### What the task asks
Print out the data below. Do not alter a single line.

Saved data entries:
....

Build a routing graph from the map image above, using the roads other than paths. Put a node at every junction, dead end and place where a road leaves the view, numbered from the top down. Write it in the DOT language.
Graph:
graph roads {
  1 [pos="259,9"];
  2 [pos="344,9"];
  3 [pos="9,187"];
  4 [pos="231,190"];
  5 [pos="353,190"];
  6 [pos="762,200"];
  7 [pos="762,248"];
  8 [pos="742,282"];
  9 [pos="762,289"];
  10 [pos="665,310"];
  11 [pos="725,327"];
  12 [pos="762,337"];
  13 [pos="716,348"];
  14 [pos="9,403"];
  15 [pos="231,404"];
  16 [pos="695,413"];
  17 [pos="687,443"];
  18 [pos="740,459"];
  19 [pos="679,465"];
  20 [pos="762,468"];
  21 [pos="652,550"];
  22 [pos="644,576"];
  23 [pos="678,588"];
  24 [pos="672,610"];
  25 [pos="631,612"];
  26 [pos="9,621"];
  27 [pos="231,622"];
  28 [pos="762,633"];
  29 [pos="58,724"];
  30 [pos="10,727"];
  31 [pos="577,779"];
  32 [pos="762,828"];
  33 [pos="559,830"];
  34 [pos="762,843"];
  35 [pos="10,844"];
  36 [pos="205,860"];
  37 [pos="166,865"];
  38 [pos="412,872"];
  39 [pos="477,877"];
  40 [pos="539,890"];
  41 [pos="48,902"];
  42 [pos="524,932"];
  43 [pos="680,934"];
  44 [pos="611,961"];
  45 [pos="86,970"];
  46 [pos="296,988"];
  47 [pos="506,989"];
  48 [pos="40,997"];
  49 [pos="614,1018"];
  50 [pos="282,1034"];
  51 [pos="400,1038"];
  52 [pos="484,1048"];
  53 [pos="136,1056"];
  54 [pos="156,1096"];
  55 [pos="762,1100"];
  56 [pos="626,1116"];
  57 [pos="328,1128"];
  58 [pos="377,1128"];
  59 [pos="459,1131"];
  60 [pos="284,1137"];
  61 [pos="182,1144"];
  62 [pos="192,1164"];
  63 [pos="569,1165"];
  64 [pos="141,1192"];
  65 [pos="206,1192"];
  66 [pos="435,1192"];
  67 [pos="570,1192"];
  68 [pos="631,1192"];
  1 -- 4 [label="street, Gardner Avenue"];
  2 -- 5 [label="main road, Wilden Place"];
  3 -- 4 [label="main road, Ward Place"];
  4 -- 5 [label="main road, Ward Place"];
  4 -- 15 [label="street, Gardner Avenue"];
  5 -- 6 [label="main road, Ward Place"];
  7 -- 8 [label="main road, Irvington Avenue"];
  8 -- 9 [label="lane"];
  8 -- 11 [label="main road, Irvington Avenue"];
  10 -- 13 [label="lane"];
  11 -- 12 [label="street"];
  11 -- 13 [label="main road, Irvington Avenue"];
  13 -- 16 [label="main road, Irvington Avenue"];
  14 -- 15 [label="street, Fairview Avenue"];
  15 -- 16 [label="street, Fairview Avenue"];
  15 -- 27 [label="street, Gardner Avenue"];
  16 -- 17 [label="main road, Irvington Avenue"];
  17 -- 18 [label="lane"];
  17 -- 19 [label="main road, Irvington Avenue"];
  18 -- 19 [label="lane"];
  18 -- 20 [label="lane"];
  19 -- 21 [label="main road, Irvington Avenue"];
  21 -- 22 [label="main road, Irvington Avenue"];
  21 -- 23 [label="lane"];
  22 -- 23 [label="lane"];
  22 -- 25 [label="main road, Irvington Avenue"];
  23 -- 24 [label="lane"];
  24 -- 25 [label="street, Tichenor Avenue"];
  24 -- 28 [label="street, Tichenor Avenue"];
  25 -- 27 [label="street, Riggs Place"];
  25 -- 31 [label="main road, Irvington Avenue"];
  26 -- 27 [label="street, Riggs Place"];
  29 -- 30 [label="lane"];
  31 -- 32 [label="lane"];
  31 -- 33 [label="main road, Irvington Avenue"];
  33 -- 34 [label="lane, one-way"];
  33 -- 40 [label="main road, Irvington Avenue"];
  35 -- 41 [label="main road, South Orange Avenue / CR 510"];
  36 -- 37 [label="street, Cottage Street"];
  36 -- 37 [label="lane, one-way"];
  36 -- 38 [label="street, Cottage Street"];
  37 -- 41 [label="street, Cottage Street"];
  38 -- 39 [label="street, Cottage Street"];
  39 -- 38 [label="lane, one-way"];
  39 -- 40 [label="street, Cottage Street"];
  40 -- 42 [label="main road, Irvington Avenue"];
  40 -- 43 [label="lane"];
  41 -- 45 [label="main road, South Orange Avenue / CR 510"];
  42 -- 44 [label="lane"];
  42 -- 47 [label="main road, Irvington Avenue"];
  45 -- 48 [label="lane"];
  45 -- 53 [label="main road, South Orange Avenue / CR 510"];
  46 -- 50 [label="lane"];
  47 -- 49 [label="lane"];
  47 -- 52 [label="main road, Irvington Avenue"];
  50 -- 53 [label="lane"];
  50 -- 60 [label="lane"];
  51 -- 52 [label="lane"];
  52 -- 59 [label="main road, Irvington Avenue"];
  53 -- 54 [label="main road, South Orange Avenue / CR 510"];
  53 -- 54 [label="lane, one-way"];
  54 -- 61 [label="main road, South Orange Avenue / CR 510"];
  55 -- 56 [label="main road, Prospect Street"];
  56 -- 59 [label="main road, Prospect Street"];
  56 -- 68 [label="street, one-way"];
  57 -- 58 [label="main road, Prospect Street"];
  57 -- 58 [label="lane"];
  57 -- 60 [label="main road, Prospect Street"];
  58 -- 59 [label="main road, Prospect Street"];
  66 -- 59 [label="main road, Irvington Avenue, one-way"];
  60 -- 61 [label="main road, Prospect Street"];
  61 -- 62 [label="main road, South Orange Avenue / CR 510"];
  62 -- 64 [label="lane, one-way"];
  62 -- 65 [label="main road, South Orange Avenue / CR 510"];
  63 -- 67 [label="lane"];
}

....

### Expected answer
Build a routing graph from the map image above, using the roads other than paths. Put a node at every junction, dead end and place where a road leaves the view, numbered from the top down. Write it in the DOT language.
Graph:
graph roads {
  1 [pos="259,9"];
  2 [pos="344,9"];
  3 [pos="9,187"];
  4 [pos="231,190"];
  5 [pos="353,190"];
  6 [pos="762,200"];
  7 [pos="762,248"];
  8 [pos="742,282"];
  9 [pos="762,289"];
  10 [pos="665,310"];
  11 [pos="725,327"];
  12 [pos="762,337"];
  13 [pos="716,348"];
  14 [pos="9,403"];
  15 [pos="231,404"];
  16 [pos="695,413"];
  17 [pos="687,443"];
  18 [pos="740,459"];
  19 [pos="679,465"];
  20 [pos="762,468"];
  21 [pos="652,550"];
  22 [pos="644,576"];
  23 [pos="678,588"];
  24 [pos="672,610"];
  25 [pos="631,612"];
  26 [pos="9,621"];
  27 [pos="231,622"];
  28 [pos="762,633"];
  29 [pos="58,724"];
  30 [pos="10,727"];
  31 [pos="577,779"];
  32 [pos="762,828"];
  33 [pos="559,830"];
  34 [pos="762,843"];
  35 [pos="10,844"];
  36 [pos="205,860"];
  37 [pos="166,865"];
  38 [pos="412,872"];
  39 [pos="477,877"];
  40 [pos="539,890"];
  41 [pos="48,902"];
  42 [pos="524,932"];
  43 [pos="680,934"];
  44 [pos="611,961"];
  45 [pos="86,970"];
  46 [pos="296,988"];
  47 [pos="506,989"];
  48 [pos="40,997"];
  49 [pos="614,1018"];
  50 [pos="282,1034"];
  51 [pos="400,1038"];
  52 [pos="484,1048"];
  53 [pos="136,1056"];
  54 [pos="156,1096"];
  55 [pos="762,1100"];
  56 [pos="626,1116"];
  57 [pos="328,1128"];
  58 [pos="377,1128"];
  59 [pos="459,1131"];
  60 [pos="284,1137"];
  61 [pos="182,1144"];
  62 [pos="192,1164"];
  63 [pos="569,1165"];
  64 [pos="141,1192"];
  65 [pos="206,1192"];
  66 [pos="435,1192"];
  67 [pos="570,1192"];
  68 [pos="631,1192"];
  1 -- 4 [label="street, Gardner Avenue"];
  2 -- 5 [label="main road, Wilden Place"];
  3 -- 4 [label="main road, Ward Place"];
  4 -- 5 [label="main road, Ward Place"];
  4 -- 15 [label="street, Gardner Avenue"];
  5 -- 6 [label="main road, Ward Place"];
  7 -- 8 [label="main road, Irvington Avenue"];
  8 -- 9 [label="lane"];
  8 -- 11 [label="main road, Irvington Avenue"];
  10 -- 13 [label="lane"];
  11 -- 12 [label="street"];
  11 -- 13 [label="main road, Irvington Avenue"];
  13 -- 16 [label="main road, Irvington Avenue"];
  14 -- 15 [label="street, Fairview Avenue"];
  15 -- 16 [label="street, Fairview Avenue"];
  15 -- 27 [label="street, Gardner Avenue"];
  16 -- 17 [label="main road, Irvington Avenue"];
  17 -- 18 [label="lane"];
  17 -- 19 [label="main road, Irvington Avenue"];
  18 -- 19 [label="lane"];
  18 -- 20 [label="lane"];
  19 -- 21 [label="main road, Irvington Avenue"];
  21 -- 22 [label="main road, Irvington Avenue"];
  21 -- 23 [label="lane"];
  22 -- 23 [label="lane"];
  22 -- 25 [label="main road, Irvington Avenue"];
  23 -- 24 [label="lane"];
  24 -- 25 [label="street, Tichenor Avenue"];
  24 -- 28 [label="street, Tichenor Avenue"];
  25 -- 27 [label="street, Riggs Place"];
  25 -- 31 [label="main road, Irvington Avenue"];
  26 -- 27 [label="street, Riggs Place"];
  29 -- 30 [label="lane"];
  31 -- 32 [label="lane"];
  31 -- 33 [label="main road, Irvington Avenue"];
  33 -- 34 [label="lane, one-way"];
  33 -- 40 [label="main road, Irvington Avenue"];
  35 -- 41 [label="main road, South Orange Avenue / CR 510"];
  36 -- 37 [label="street, Cottage Street"];
  36 -- 37 [label="lane, one-way"];
  36 -- 38 [label="street, Cottage Street"];
  37 -- 41 [label="street, Cottage Street"];
  38 -- 39 [label="street, Cottage Street"];
  39 -- 38 [label="lane, one-way"];
  39 -- 40 [label="street, Cottage Street"];
  40 -- 42 [label="main road, Irvington Avenue"];
  40 -- 43 [label="lane"];
  41 -- 45 [label="main road, South Orange Avenue / CR 510"];
  42 -- 44 [label="lane"];
  42 -- 47 [label="main road, Irvington Avenue"];
  45 -- 48 [label="lane"];
  45 -- 53 [label="main road, South Orange Avenue / CR 510"];
  46 -- 50 [label="lane"];
  47 -- 49 [label="lane"];
  47 -- 52 [label="main road, Irvington Avenue"];
  50 -- 53 [label="lane"];
  50 -- 60 [label="lane"];
  51 -- 52 [label="lane"];
  52 -- 59 [label="main road, Irvington Avenue"];
  53 -- 54 [label="main road, South Orange Avenue / CR 510"];
  53 -- 54 [label="lane, one-way"];
  54 -- 61 [label="main road, South Orange Avenue / CR 510"];
  55 -- 56 [label="main road, Prospect Street"];
  56 -- 59 [label="main road, Prospect Street"];
  56 -- 68 [label="street, one-way"];
  57 -- 58 [label="main road, Prospect Street"];
  57 -- 58 [label="lane"];
  57 -- 60 [label="main road, Prospect Street"];
  58 -- 59 [label="main road, Prospect Street"];
  66 -- 59 [label="main road, Irvington Avenue, one-way"];
  60 -- 61 [label="main road, Prospect Street"];
  61 -- 62 [label="main road, South Orange Avenue / CR 510"];
  62 -- 64 [label="lane, one-way"];
  62 -- 65 [label="main road, South Orange Avenue / CR 510"];
  63 -- 67 [label="lane"];
}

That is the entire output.